Set of measured points to known coordinates
I might have missed how to do this (and am glad to add this to the documentation), but how would one get a transformation from a (large) set of locations, say on an image, and the corresponding real-world coordinates?
Hmm, I'm not sure I understand this question. If you want to go from two-dimensional image coordinates into three dimensional world coordinates, you'll need a depth map to accompany your image. Without a depth map, each pixel corresponds to a ray in three dimensions. Put another way, PerspectiveMap is not invertible.
I'll try to explain myself a little better: If I have a two dimensional grid (x & y), and I have the dimensions of this grid (each cell's width and height), then how would I use that information to create a Map?
In my specific case, I have an image of a checkerboard, and I want to transform locations in the image (that can only exist within the plane of the checkerboard) to real-world 2D coordinates.
OK, I now know what I'm looking for in Matlab at least: fitgeotrans (see here)
Oh, ok, I understand what you're going for now.

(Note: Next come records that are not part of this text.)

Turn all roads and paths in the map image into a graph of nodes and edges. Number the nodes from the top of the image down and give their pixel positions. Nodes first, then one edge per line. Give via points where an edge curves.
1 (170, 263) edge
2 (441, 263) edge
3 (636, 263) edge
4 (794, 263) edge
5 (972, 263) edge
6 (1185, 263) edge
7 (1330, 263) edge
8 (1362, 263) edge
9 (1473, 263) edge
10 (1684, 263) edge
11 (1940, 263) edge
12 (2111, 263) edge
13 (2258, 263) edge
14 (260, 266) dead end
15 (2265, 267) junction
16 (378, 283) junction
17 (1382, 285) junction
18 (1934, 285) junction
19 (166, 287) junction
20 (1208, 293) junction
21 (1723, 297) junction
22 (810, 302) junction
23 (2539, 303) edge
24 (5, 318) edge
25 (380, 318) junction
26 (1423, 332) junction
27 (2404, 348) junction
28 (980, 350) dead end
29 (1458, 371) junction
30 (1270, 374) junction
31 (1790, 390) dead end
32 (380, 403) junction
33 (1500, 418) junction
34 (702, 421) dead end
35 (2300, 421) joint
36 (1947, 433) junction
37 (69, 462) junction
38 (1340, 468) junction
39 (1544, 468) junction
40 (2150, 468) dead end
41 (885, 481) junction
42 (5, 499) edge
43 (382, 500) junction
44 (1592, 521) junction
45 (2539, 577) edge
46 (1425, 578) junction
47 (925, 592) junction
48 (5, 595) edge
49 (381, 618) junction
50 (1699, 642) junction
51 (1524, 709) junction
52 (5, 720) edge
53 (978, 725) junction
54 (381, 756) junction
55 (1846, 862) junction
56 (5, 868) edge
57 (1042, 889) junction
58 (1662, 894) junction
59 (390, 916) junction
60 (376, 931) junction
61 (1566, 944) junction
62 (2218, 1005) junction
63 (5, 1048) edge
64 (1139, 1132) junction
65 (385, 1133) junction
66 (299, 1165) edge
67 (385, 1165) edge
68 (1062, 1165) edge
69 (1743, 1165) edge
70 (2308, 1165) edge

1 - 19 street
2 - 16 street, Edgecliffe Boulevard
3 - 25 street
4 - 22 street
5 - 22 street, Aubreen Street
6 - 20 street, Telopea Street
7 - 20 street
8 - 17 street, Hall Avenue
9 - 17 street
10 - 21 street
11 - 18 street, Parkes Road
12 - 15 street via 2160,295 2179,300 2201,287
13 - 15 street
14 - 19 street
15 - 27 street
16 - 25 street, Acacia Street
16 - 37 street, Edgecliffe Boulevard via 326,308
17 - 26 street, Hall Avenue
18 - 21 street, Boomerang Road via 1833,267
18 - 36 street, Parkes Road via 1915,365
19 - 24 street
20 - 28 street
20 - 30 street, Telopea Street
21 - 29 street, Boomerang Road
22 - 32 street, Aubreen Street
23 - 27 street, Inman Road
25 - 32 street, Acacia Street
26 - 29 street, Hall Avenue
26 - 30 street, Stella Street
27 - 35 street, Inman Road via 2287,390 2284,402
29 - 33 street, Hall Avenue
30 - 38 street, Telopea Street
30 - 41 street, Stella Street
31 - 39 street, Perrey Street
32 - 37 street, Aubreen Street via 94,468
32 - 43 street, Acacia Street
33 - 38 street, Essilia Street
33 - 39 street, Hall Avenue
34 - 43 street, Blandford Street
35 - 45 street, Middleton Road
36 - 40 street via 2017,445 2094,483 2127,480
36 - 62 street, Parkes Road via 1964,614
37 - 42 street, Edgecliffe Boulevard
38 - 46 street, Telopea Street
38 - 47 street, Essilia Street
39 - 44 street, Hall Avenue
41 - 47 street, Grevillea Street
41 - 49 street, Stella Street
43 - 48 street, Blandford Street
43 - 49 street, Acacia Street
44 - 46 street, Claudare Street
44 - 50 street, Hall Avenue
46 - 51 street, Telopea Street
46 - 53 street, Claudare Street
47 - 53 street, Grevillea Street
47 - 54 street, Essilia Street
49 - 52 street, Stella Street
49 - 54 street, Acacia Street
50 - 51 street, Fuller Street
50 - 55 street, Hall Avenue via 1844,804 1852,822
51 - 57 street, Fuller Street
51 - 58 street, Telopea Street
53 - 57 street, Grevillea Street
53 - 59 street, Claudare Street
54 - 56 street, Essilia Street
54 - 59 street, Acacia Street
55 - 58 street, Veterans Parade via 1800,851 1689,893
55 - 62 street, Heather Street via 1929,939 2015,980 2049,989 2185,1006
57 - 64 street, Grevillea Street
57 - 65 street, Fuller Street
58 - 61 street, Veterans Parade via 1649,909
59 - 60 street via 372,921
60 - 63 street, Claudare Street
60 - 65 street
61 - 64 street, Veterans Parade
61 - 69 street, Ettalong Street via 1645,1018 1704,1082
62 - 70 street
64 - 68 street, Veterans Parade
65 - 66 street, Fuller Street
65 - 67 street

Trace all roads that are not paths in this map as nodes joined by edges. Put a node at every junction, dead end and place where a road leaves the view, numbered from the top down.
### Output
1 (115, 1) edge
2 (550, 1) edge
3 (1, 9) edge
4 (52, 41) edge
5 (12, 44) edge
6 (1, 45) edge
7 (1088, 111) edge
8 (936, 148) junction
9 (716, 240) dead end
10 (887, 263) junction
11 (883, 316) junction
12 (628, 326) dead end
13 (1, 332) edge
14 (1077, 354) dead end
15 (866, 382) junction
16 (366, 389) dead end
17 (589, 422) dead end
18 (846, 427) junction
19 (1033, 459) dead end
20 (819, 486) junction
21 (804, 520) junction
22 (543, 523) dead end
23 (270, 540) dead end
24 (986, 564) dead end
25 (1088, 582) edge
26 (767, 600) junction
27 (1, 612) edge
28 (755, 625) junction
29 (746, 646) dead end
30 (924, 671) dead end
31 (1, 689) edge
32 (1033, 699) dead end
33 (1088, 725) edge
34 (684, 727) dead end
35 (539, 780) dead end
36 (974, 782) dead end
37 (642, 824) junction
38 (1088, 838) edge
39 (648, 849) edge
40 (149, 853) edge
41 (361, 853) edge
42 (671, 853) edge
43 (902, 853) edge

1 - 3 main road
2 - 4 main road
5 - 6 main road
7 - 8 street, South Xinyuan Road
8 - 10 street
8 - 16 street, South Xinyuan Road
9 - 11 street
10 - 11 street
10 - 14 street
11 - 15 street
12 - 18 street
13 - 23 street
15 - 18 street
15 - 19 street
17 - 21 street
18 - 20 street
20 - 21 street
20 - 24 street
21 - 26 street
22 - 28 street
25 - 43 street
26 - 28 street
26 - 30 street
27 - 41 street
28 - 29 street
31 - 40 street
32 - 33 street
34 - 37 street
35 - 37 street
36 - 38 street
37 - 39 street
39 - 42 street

So you have two grids of points pos1 and pos2, and you desire a smooth interpolating transformation trans such that
trans(pos1[i,j]) == pos2[i,j]
There's nothing in the package which does this yet, though I'd say this is more of a problem for something like the Interpolations package - if the appropriate type of interpolation was defined there, we could easily wrap it up into an InterpolatedTransformation type in this package.
Sorry to bring this up again, but:
So this is especially relevant for camera calibrations, where we want to find (and apply) the transformation that converts image pixel coordinates to real-world coordinates. The idea is to have a function who's arguments are a bunch of known image points and their respective real-world points, and its output is this transformation.
~~The problem with having this functionality in Interpolations is that while the input is a set of x and y pairs, the output of the interpolation is not one number (e.g. z) but also a set of x and y pairs. There are other interpolation mechanisms out there that can do this kind of x, y -> x, y mapping (I think Dierckx.jl), but since you already have a whole projective camera section it feels like this really fits here.~~
After this post on Discourse, I found out that I can simply feed the interpolation with a vector (the set) of a vector (of the x and y pair). So problem solved.
This touches a subject that has received considerable attention but not too much structure: camera calibration. I'm referring to Interpolations.jl, ImageTransformations.jl, ImageProjectiveGeometry.jl and others.
What do you think? I guess this falls on the bigger question of whether CoordinateTransformations.jl should be able infer the transforms. Currently we can only apply them and build them directly (i.e. by suppling the offsets, angles, etc).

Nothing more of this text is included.